I feel that the number of situations in which this will help are quite limited though... How many people have 120GB databases that really only need 20GB of space?

In many cases, databases have auto-grown to such sizes and analysis into the growth is essential - If I may be so bold, you would do well to highlight the need for an in-depth analysis of the database's size before recommending people jump in and shrink stuff as this is, in my experience, only ocassionally the best course Smile

If the database was over-provisioned, it would be using the provisioned space until it needed to grow so sys admins would not have noticed space 'running out' because it wasn't growing (unless it was a shared server and it was other databases growing that is causing the problem - again in this case, just picking a database at random to shrink as a sort of sacrificial lamb is a dangerous proposition, the developers/vendors may well have had a damned good reason to ask for it to be provisioned at that size)

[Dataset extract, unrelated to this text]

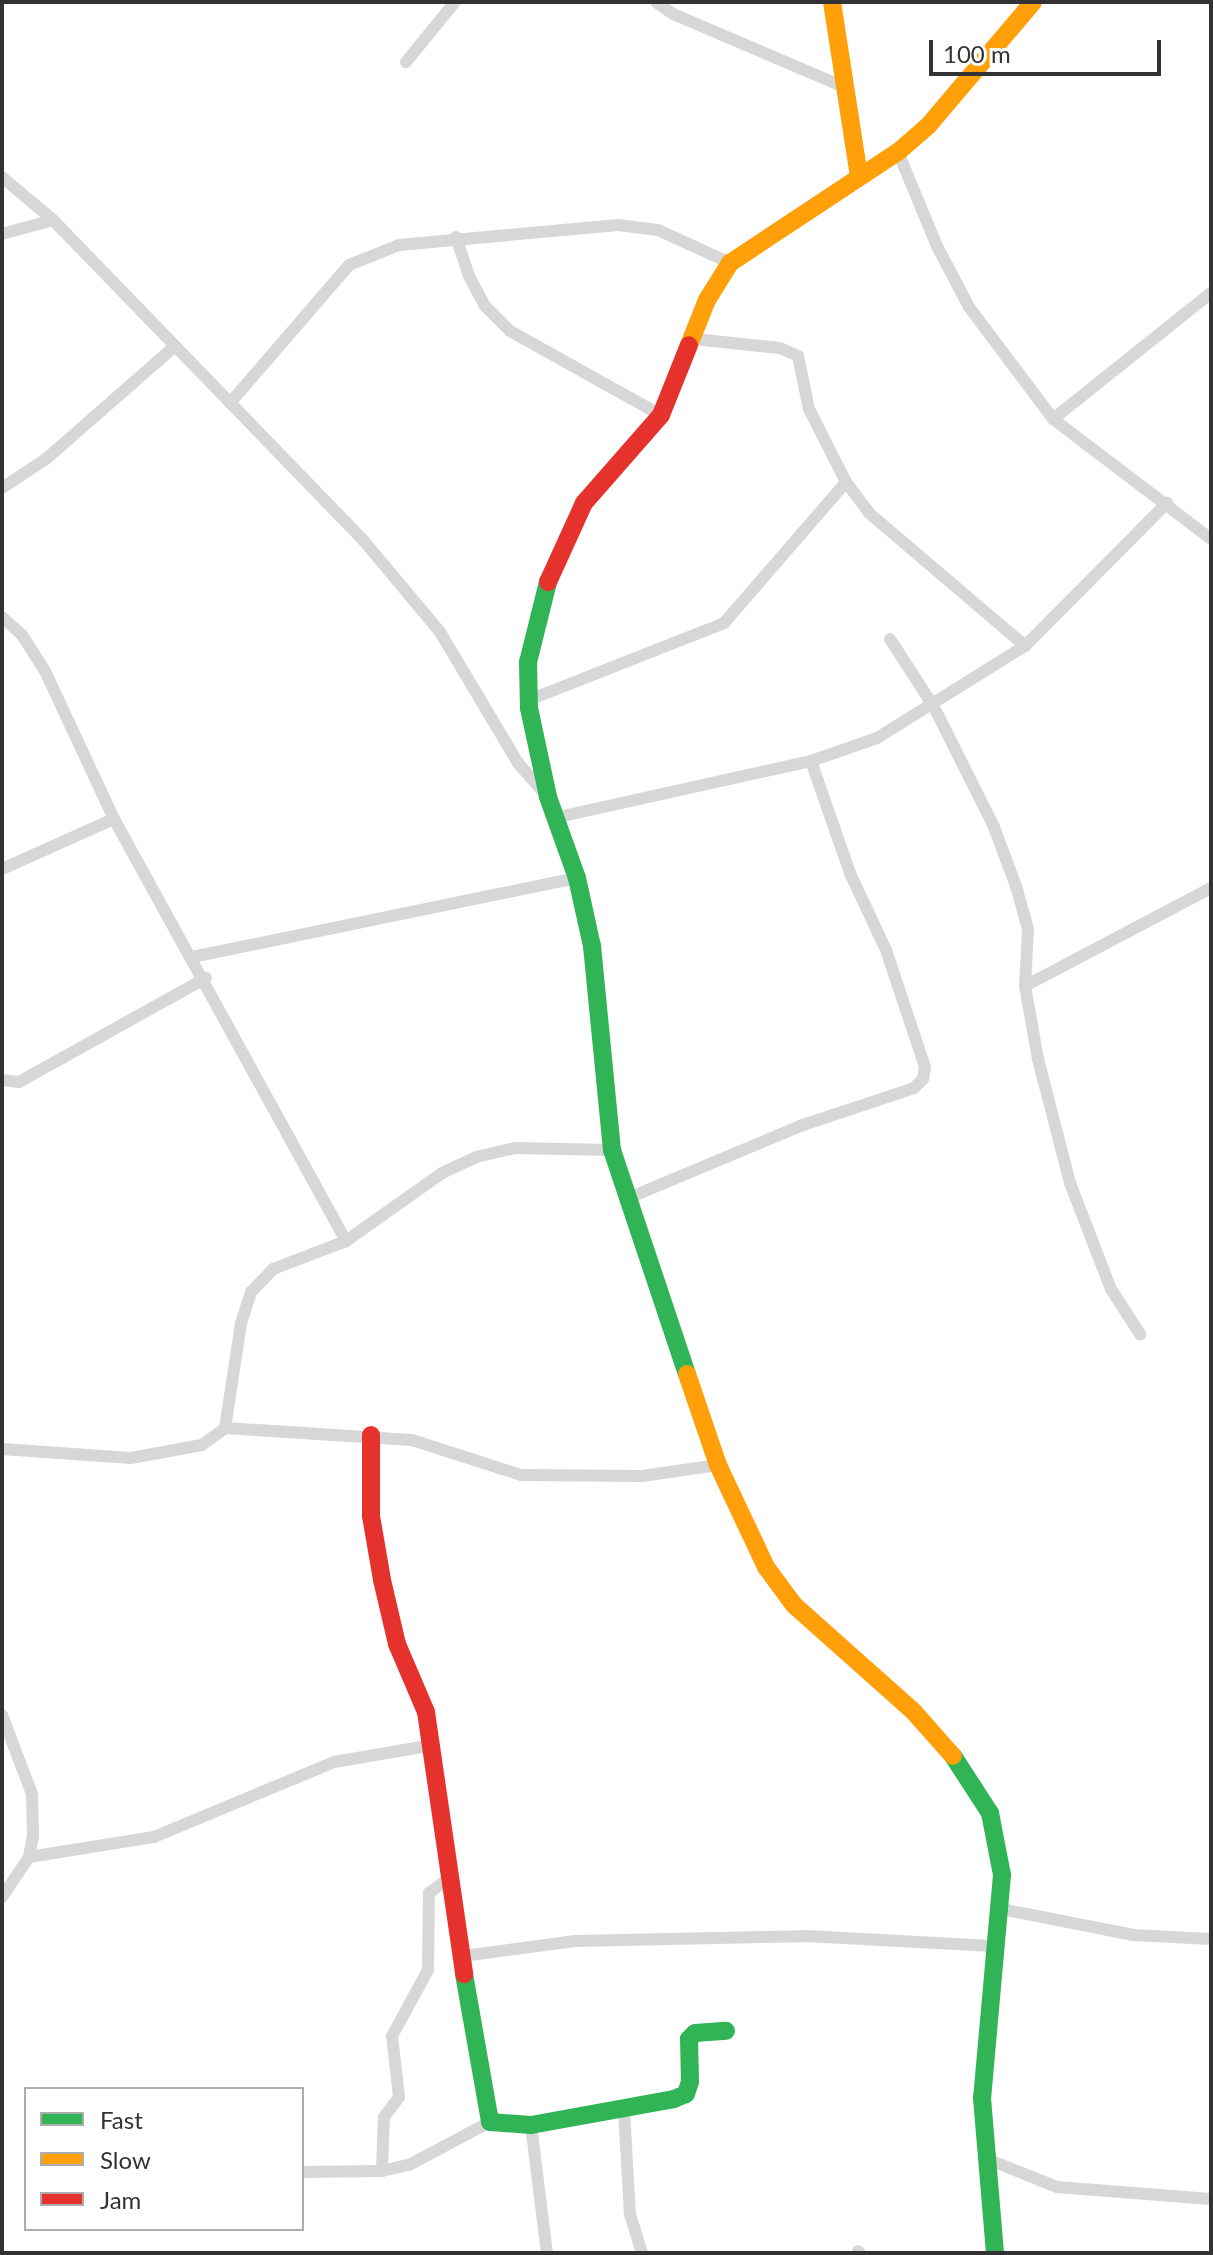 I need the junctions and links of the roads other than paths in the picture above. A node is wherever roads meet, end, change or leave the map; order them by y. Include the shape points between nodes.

So the question people should be asking - before they dive in and shrink what they think is an overprovisioned database - is why has a database file with only a few gig in it grown to 125,682MB? (OK I understand in this case if the DBA has specified literally "128GB", it might have created a weird sized file like that when displayed in MB)

If this file has actually grown to this size in spite of only containing a small amount of data, we need to ask if it is still growing and if it is, why?

In my experience, stuff like this is often caused by something like analytics stored procedures that create local tables instead of using tempdb when generating reports and metrics. As the end of day, end of week or end of month reports run, loads of new tables (and probably indexes) are created in the PRIMARY file group by some sprocs, data is mashed, reports are created and then the new tables are 'tidied' and deleted afterwards.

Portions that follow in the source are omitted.